Series 40-based Nokia 6300

Series 40, often shortened as S40, is a software platform and application user interface (UI) software on Nokia's broad range of mid-tier feature phones, as well as on some of the Vertu line of luxury phones. It was one of the world's most widely used mobile phone platforms and found in hundreds of millions of devices.[1] Nokia announced on 25 January 2012 that the company has sold over 1.5 billion Series 40 devices.[2] S40 has more features than the Series 30 platform, which is more basic. They are not used for smartphones, in which Nokia primarily uses Windows Phone, and up until 2012 Symbian.

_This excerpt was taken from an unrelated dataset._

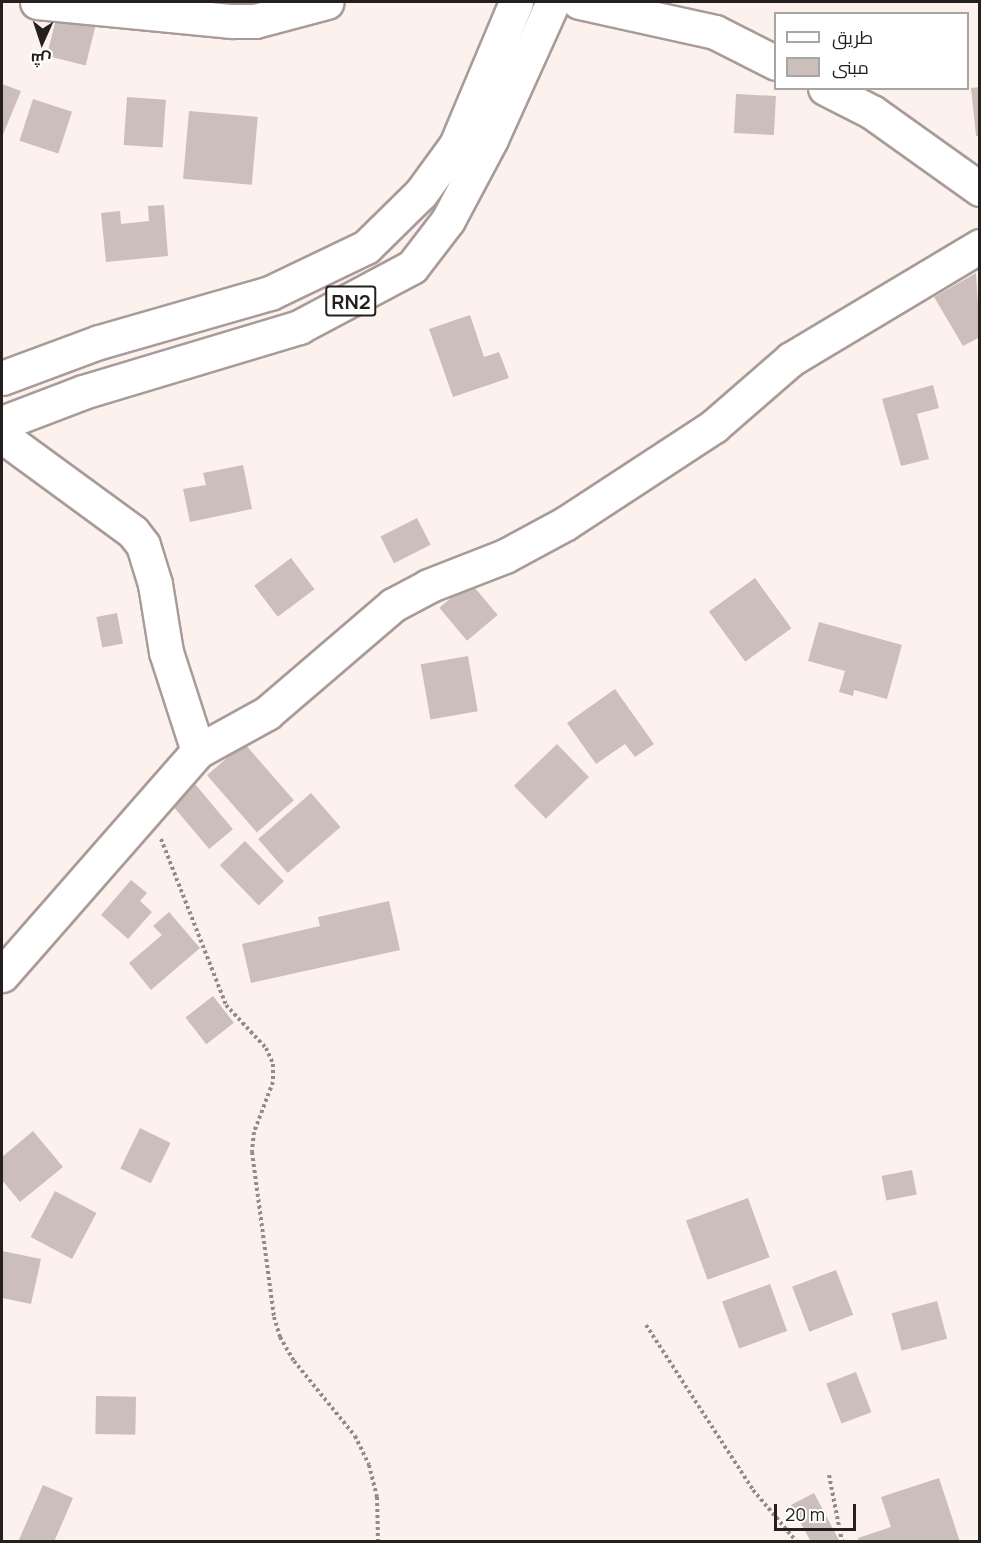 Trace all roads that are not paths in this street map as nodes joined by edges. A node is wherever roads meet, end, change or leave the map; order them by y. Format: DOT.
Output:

However, in 2012 and 2013, several Series 40 phones from the Asha line, such as the 308, 309 and 311, have been advertised as "smartphones" although they do not actually support smartphone features like multitasking or a fully fledged HTML browser.[3] A July 2014 company memo revealed that Microsoft would end the future production of all Asha and Series 40 devices in favor of Windows Phone.[4]

History[edit]

Series 40 was officially introduced in 1999 with the release of the Nokia 7110. It had a 96 × 65 pixel monochrome display and was the first phone to come with a WAP browser. Over the years, the S40 UI has evolved from a low resolution UI to a high resolution color UI with an enhanced graphical look. The third generation of Series 40 that became available in 2005 introduced support for devices with resolutions as high as QVGA (240×320).[5] It is possible to customize the look-and-feel of the UI via comprehensive themes.[6] A list of all Series 40 devices can be found on the Nokia web site.[7]

In 2012, the new Nokia Asha mobile phones 200/201/210, 302/306/305/308/310/311, 303 and 311 were released and all use Series 40.[7]

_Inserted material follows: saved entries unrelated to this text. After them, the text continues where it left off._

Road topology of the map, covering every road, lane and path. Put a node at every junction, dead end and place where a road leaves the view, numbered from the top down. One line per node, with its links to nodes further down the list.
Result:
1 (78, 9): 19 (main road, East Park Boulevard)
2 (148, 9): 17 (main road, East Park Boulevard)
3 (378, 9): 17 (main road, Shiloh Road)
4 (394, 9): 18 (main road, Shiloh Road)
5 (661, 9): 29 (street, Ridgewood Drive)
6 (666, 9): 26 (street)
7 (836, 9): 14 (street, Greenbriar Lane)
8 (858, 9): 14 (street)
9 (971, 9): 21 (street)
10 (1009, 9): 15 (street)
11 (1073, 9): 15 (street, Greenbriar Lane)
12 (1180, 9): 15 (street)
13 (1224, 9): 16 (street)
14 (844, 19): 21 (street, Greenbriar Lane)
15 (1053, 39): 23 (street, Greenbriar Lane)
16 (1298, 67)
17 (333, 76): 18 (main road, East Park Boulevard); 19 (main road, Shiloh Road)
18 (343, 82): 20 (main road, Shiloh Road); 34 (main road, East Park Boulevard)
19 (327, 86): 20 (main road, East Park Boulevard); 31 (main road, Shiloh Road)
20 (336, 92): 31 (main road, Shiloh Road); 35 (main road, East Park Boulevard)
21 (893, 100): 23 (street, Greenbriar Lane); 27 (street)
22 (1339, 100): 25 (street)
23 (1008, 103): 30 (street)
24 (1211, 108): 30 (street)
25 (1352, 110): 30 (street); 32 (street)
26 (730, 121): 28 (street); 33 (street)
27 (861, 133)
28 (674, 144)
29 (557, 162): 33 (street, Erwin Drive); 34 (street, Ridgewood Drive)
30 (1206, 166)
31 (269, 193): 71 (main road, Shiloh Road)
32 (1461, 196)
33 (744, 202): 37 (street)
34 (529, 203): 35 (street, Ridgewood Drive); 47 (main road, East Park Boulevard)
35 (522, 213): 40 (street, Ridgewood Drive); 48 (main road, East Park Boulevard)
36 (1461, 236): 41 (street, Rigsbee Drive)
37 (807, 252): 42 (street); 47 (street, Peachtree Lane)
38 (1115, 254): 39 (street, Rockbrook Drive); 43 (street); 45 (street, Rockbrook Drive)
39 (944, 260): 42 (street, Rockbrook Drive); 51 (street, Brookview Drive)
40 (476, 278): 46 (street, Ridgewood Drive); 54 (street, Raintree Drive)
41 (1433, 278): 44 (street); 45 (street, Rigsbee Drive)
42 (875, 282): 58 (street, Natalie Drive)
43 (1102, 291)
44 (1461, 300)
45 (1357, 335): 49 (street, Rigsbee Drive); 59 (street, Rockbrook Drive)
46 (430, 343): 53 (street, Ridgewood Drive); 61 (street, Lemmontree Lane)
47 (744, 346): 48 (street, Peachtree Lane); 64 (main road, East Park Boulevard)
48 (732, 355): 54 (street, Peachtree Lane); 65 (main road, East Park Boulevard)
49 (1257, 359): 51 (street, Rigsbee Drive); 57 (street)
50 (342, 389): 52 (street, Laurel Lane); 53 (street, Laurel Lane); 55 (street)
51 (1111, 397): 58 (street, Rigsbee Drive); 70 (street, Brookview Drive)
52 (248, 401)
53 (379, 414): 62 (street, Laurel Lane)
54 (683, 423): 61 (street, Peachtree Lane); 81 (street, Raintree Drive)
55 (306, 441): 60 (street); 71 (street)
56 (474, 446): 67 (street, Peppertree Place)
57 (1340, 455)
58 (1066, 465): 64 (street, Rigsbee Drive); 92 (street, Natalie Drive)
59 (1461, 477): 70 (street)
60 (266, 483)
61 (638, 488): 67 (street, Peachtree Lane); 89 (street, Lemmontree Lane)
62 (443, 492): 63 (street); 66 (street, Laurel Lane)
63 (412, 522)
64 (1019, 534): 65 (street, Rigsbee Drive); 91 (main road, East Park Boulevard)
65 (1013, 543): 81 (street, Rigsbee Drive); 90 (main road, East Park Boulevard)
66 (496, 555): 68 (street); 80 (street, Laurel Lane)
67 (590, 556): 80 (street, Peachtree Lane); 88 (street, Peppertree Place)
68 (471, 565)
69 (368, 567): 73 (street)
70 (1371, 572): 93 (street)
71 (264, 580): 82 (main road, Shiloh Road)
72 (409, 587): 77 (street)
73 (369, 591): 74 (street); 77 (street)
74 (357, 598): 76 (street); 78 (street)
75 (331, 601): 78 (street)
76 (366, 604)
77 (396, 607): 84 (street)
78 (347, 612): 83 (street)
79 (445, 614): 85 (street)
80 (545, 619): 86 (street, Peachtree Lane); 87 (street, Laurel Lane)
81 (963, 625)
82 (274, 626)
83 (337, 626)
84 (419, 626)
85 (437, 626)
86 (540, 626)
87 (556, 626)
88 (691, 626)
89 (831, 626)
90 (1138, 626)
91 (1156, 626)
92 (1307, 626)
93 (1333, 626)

In 2014, Microsoft acquired Nokia's mobile phones business. Despite previously disclosing plans to continue producing Asha and Series 40 devices (and having licensed the Nokia brand for use on the latter),[8] a July 2014 company memo revealed that Microsoft would end the future production of all Asha and Series 40 devices in favor of Windows Phone.[4]

Technical[edit]

Applications[edit]

It provides communication applications such as telephone, internet telephony (VoIP), messaging, email client with POP3 and IMAP4 capabilities and Web browser; media applications such as camera, video recorder, music/video player and FM radio; and phonebook and other personal information management (PIM) applications such as calendar and tasks. Basic file management, like in Series 60, is provided in the Applications and Gallery folders and subfolders. Gallery is also the default location for files transferred over Bluetooth to be placed. User-installed applications on Series 40 are generally mobile Java applications. Flash Lite applications are also supported, but mostly used for screensavers.[9]

Web browser[edit]

The integrated web browser can access most web content through the service provider's XHTML/HTML gateway. The latest version of Series 40, called Series 40 6th Edition, introduced a new browser based on the WebKit open source components WebCore and JavaScriptCore. The new browser delivers support for HTML 4.01, CSS2, JavaScript 1.5, and Ajax. Also, like the higher-end Series 60, Series 40 can run the UC Browser web browser to enhance the user's web browsing experience. The latest feature phones from the Asha lineup come with the Nokia Xpress Browser which uses proxy servers to compress and optimize web pages in a similar fashion as Opera Mini.

New Nokia Asha phones exhibit some smartphone-like characteristics, such as full internet access and navigation software. Shown is the Asha 311, which has a similar interface to that of the N9.

Synchronization[edit]

Support for SyncML synchronization with external services of the address book, calendar and notes is present. However with many S40 phones, these synchronization settings must be sent via an OTA text message.

Software platform[edit]

Series 40 is an embedded software platform that is open for software development via standard or de facto content and application development technologies. It supports Java MIDlets, i.e. Java MIDP and CLDC technology, which provide location, communication, messaging, media, and graphics capabilities.[10] S40 also supports Flash Lite applications.